Lizarazu est un des aînés de cette formation multiculturelle mais il n’aime pas être considéré comme un de ses leaders.  » Je déteste ce genre de termes. Avant tout, j’essaie de bien accomplir ma tâche sur le terrain et de transmettre mon expérience aux jeunes. Je ne suis pas un homme de mots mais un travailleur. D’ailleurs, le Bayern n’a pas besoin de chef. Notre groupe recèle différentes personnalités qui doivent former un ensemble solide. Qu’apporte le fait de savoir que, par exemple, Kahn est le chef numéro un ? Rien. Zinedine Zidane est sans doute le meilleur footballeur du monde, actuellement, mais il n’exige jamais d’être le leader de l’équipe nationale. Sa modestie l’honore. Quand l’équipe ne tourne pas, il n’est pas à même d’y changer quelque chose à lui tout seul.
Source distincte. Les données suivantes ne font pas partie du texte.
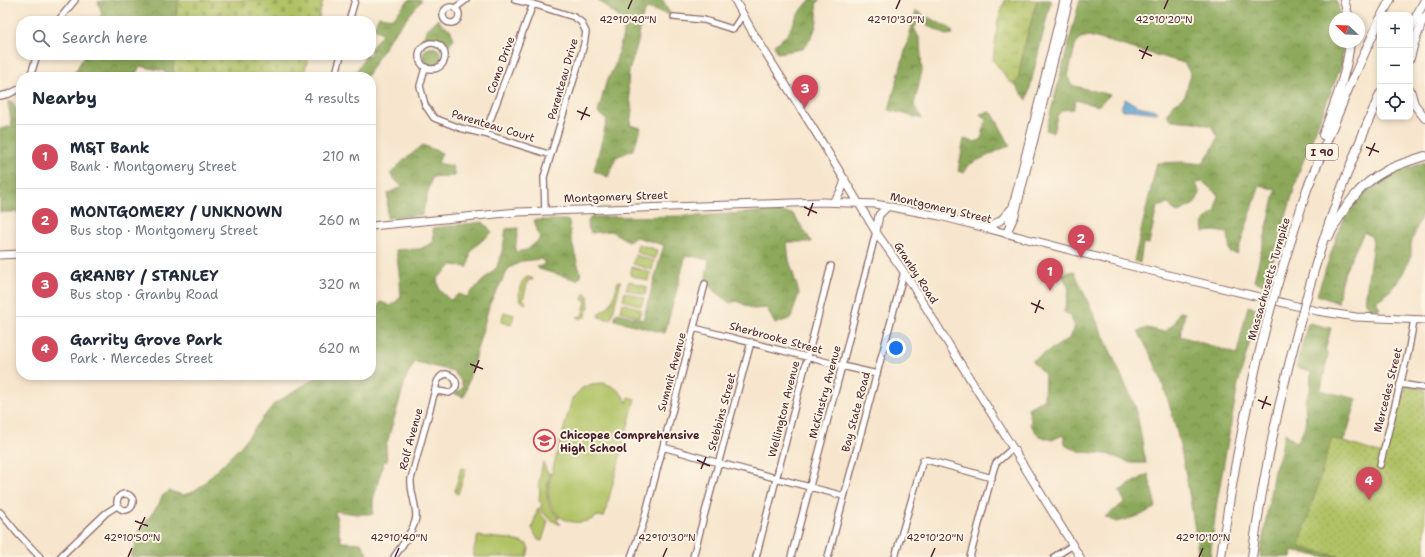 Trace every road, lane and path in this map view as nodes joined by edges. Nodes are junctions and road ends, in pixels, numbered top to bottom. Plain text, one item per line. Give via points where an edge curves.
1 (75, 0) edge
2 (355, 0) edge
3 (466, 0) edge
4 (515, 0) edge
5 (735, 0) edge
6 (1064, 0) edge
7 (1069, 0) edge
8 (1344, 0) edge
9 (1390, 0) edge
10 (1419, 0) edge
11 (1425, 0) edge
12 (1425, 3) edge
13 (533, 4) junction
14 (454, 8) dead end
15 (1347, 12) edge
16 (1384, 12) edge
17 (743, 14) junction
18 (1422, 14) edge
19 (62, 16) edge
20 (350, 16) edge
21 (674, 18) dead end
22 (1377, 26) edge
23 (1413, 26) edge
24 (1350, 48) edge
25 (1413, 48) edge
26 (35, 60) edge
27 (340, 60) edge
28 (425, 68) junction
29 (32, 72) edge
30 (336, 72) edge
31 (16, 91) edge
32 (0, 96) edge
33 (1413, 100) edge
34 (1377, 101) edge
35 (1425, 118) edge
36 (485, 134) junction
37 (551, 155) junction
38 (1425, 156) edge
39 (845, 179) junction
40 (1307, 188) junction
41 (833, 202) junction
42 (860, 204) junction
43 (888, 206) junction
44 (1011, 209) junction
45 (545, 211) junction
46 (376, 226) edge
47 (986, 229) junction
48 (876, 232) junction
49 (1006, 234) junction
50 (16, 254) edge
51 (1319, 254) junction
52 (0, 255) edge
53 (831, 266) dead end
54 (904, 272) junction
55 (705, 284) dead end
56 (1414, 320) junction
57 (1425, 320) edge
58 (694, 328) junction
59 (751, 342) junction
60 (808, 357) junction
61 (842, 366) junction
62 (877, 374) junction
63 (1400, 384) junction
64 (1425, 388) edge
65 (434, 394) junction
66 (663, 447) junction
67 (1013, 448) junction
68 (719, 463) junction
69 (1380, 465) dead end
70 (777, 478) junction
71 (992, 478) junction
72 (810, 487) junction
73 (844, 496) junction
74 (117, 506) dead end
75 (0, 512) edge
76 (1073, 545) junction
77 (35, 552) junction
78 (30, 557) edge
79 (40, 557) edge
80 (60, 557) edge
81 (394, 557) edge
82 (631, 557) edge
83 (693, 557) edge
84 (756, 557) edge
85 (791, 557) edge
86 (828, 557) edge
87 (895, 557) edge
88 (970, 557) edge
89 (1054, 557) edge
90 (1080, 557) edge
91 (1220, 557) edge
92 (1252, 557) edge

1 - 19 street
2 - 20 street
3 - 14 street
4 - 13 street, Parenteau Drive
5 - 17 main road, Granby Road
6 - 44 main road
7 - 49 main road via 1015,215
8 - 15 highway
9 - 16 highway
10 - 12 highway
11 - 18 highway, bridge
13 - 36 street, Como Drive
13 - 37 street, Parenteau Drive via 574,16 582,22 586,32
17 - 21 street via 732,29 704,20
17 - 39 main road, Granby Road
18 - 23 highway
18 - 25 highway
22 - 40 highway, Massachusetts Turnpike / I 90
24 - 40 highway via 1344,76
26 - 29 street
27 - 30 street
28 - 28 street via 433,70 444,63 443,49 436,44 427,43 420,49 418,57
28 - 36 street, Parenteau Court via 420,86 425,105 434,118
31 - 32 street
33 - 35 highway
34 - 51 highway, I 90 via 1350,166
36 - 37 street, Parenteau Court
37 - 45 street, Parenteau Drive via 543,180
38 - 51 highway via 1387,170 1359,190 1341,214
39 - 41 main road via 839,196
39 - 42 main road, Granby Road
40 - 91 highway, Massachusetts Turnpike / I 90, bridge via 1253,375
41 - 42 main road, Montgomery Street
41 - 45 main road, Montgomery Street
42 - 43 main road, Montgomery Street
42 - 48 main road, Granby Road
43 - 47 main road, Montgomery Street via 940,216
43 - 48 main road via 879,215
44 - 47 main road via 1001,220
44 - 49 main road
45 - 46 main road, Montgomery Street
47 - 49 main road, Montgomery Street
48 - 54 main road, Granby Road
48 - 61 street, McKinstry Avenue
49 - 56 main road, Montgomery Street via 1305,308 1356,317
50 - 52 main road
51 - 92 highway, I 90, bridge via 1274,429
53 - 60 street, Wellington Avenue
54 - 62 street, Bay State Road
54 - 67 main road, Granby Road
55 - 58 street, Summit Avenue
56 - 57 main road, Montgomery Street
56 - 63 street, Mercedes Street
58 - 59 street, Sherbrooke Street
58 - 66 street, Summit Avenue
59 - 60 street, Sherbrooke Street
59 - 68 street, Stebbins Street
60 - 61 street, Sherbrooke Street
60 - 70 street, Wellington Avenue
61 - 62 street, Sherbrooke Street
61 - 72 street, McKinstry Avenue
62 - 73 street, Bay State Road
63 - 64 street
63 - 69 street, Mercedes Street
65 - 65 street, Rolf Avenue via 438,391 446,394 455,390 455,378 450,374 440,376
65 - 81 street, Rolf Avenue via 411,479 410,487 416,518
66 - 68 street
66 - 82 street, Summit Avenue via 643,524
67 - 71 street via 996,463
67 - 76 main road, Granby Road
68 - 70 street
68 - 83 street, Stebbins Street
70 - 72 street
70 - 84 street, Wellington Avenue
71 - 87 street via 923,460
71 - 88 street
72 - 73 street
72 - 85 street, McKinstry Avenue
73 - 86 street, Bay State Road
74 - 80 street via 106,513
75 - 77 street
76 - 89 street
76 - 90 main road, Granby Road
77 - 78 street
77 - 79 street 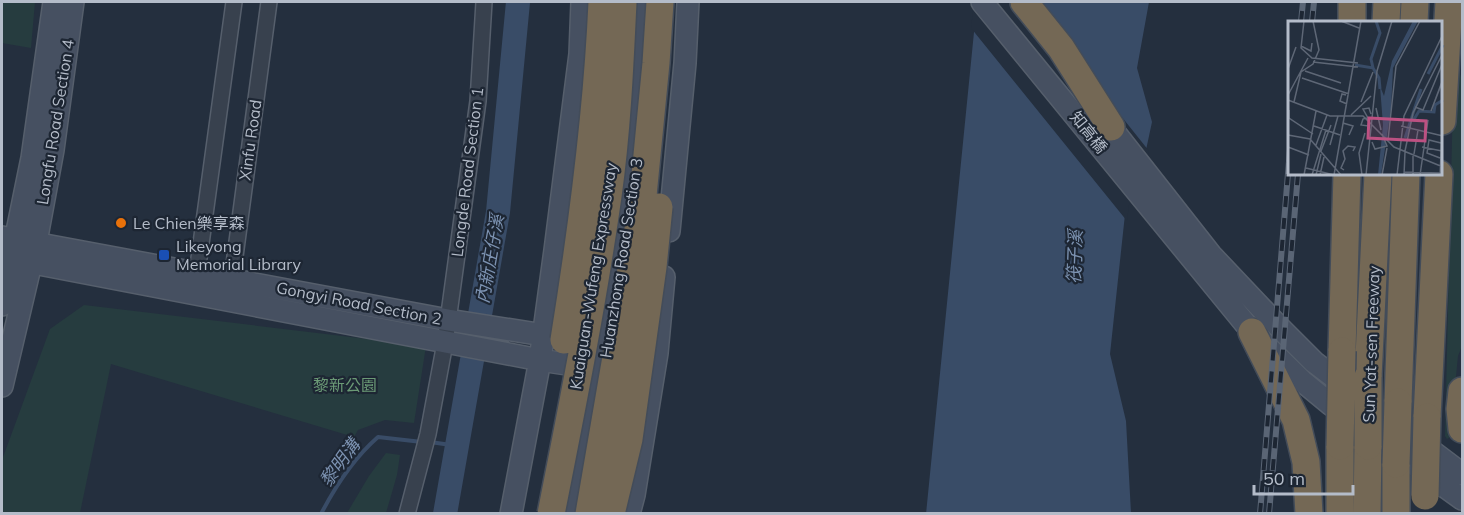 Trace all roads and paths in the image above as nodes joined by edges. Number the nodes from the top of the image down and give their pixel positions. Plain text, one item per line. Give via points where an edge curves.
1 (54, 2) edge
2 (73, 2) edge
3 (234, 2) edge
4 (269, 2) edge
5 (484, 2) edge
6 (582, 2) edge
7 (602, 2) edge
8 (623, 2) edge
9 (640, 2) edge
10 (650, 2) edge
11 (660, 2) edge
12 (674, 2) edge
13 (688, 2) edge
14 (982, 2) edge
15 (1011, 2) edge
16 (1024, 2) edge
17 (1352, 2) edge
18 (1387, 2) edge
19 (1415, 2) edge
20 (1449, 2) edge
21 (1461, 2) edge
22 (1352, 21) edge
23 (1386, 21) edge
24 (1414, 21) edge
25 (1462, 35) edge
26 (1443, 104) edge
27 (1111, 127) junction
28 (1347, 176) edge
29 (1378, 176) edge
30 (1406, 176) edge
31 (1439, 176) edge
32 (17, 250) edge
33 (1203, 259) junction
34 (197, 273) junction
35 (232, 279) junction
36 (2, 305) edge
37 (459, 321) junction
38 (1252, 332) junction
39 (535, 334) junction
40 (445, 343) junction
41 (604, 345) junction
42 (657, 353) junction
43 (532, 359) junction
44 (599, 369) junction
45 (653, 376) junction
46 (2, 386) edge
47 (1462, 391) edge
48 (1462, 429) edge
49 (1462, 474) edge
50 (1462, 499) edge
51 (1425, 505) edge
52 (407, 513) edge
53 (511, 513) edge
54 (536, 513) edge
55 (551, 513) edge
56 (569, 513) edge
57 (577, 513) edge
58 (589, 513) edge
59 (611, 513) edge
60 (629, 513) edge
61 (1309, 513) edge
62 (1340, 513) edge
63 (1367, 513) edge
64 (1395, 513) edge

1 - 32 street, Longfu Road Section 4
2 - 32 street, Longfu Road Section 4 via 53,150
3 - 34 street, Xinfu Road
4 - 35 street, Xinfu Road
5 - 37 street, Longde Road Section 1
6 - 39 street via 580,54
7 - 54 highway, bridge via 578,258
8 - 55 highway, Kuaiguan-Wufeng Expressway, bridge via 608,195
9 - 41 street, Huanzhong Road Section 3 via 623,197
10 - 41 street, Huanzhong Road Section 3 via 632,198
11 - 58 highway, bridge via 642,206
12 - 59 highway, bridge via 667,135 653,267 629,439
13 - 42 street
14 - 33 street, 知高橋
15 - 27 street, 知高橋
16 - 27 highway via 1061,48
17 - 22 highway
18 - 23 highway
19 - 24 highway
20 - 26 highway
21 - 25 highway
27 - 33 street, 知高橋
28 - 62 highway, bridge
29 - 63 highway, Sun Yat-sen Freeway, bridge via 1368,377
30 - 64 highway, Sun Yat-sen Freeway, bridge
31 - 51 highway, bridge
32 - 34 street, Gongyi Road Section 2
32 - 36 street
32 - 40 street, Gongyi Road Section 2
32 - 46 street
33 - 38 street
33 - 49 street via 1251,299 1314,362
34 - 35 street, Gongyi Road Section 2
35 - 37 street, Gongyi Road Section 2
37 - 39 street, Gongyi Road Section 2
37 - 40 street, Longde Road Section 1
38 - 50 street via 1330,404
38 - 61 highway via 1296,420 1306,462
39 - 41 street, Gongyi Road Section 2
39 - 43 street
40 - 43 street, Gongyi Road Section 2
40 - 52 street, Longde Road Section 1 via 428,434
41 - 42 street, Gongyi Road Section 2
41 - 44 street, Huanzhong Road Section 3
42 - 45 street
43 - 44 street, Gongyi Road Section 2
43 - 53 street
44 - 45 street, Gongyi Road Section 2
44 - 56 street, Huanzhong Road Section 3
44 - 57 street, Huanzhong Road Section 3
45 - 60 street
47 - 48 highway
C’est le groupe qui doit agir. Ballack ne doit donc pas s’imposer davantage verbalement sur le terrain comme certains l’ont suggéré « , a conclu Lizarazu.

Entre-temps, Ottmar Hitzfeld (54 ans) demeure serein dans la tourmente. L’ampleur que prennent les critiques ne perturbe pas le moins du monde l’entraîneur. L’ancien professeur d’éducation physique est un professionnel accompli. Il a déjà gagné la Ligue des Champions à deux reprises, la première fois avec le Borussia Dortmund en 1997. Pour évacuer le stress inhérent à son travail, il s’adonne au golf. Et il ne craint pas d’infliger des amendes colossales aux joueurs qui ne se soumettent pas à sa poigne de fer.

 » Lorsqu’on travaille dans un grand club, il faut être capable de gérer la pression « , a-t-il déclaré au Kicker la semaine dernière.  » Nous devons essayer de maîtriser nos nerfs, de muer notre stress en enthousiasme sur le terrain et de livrer ainsi de meilleures performances. Je ne me laisse pas entraîner dans toutes les supputations dont nous sommes l’objet. Je préfère m’attarder sur les points positifs que j’ai relevés ces dernières semaines « .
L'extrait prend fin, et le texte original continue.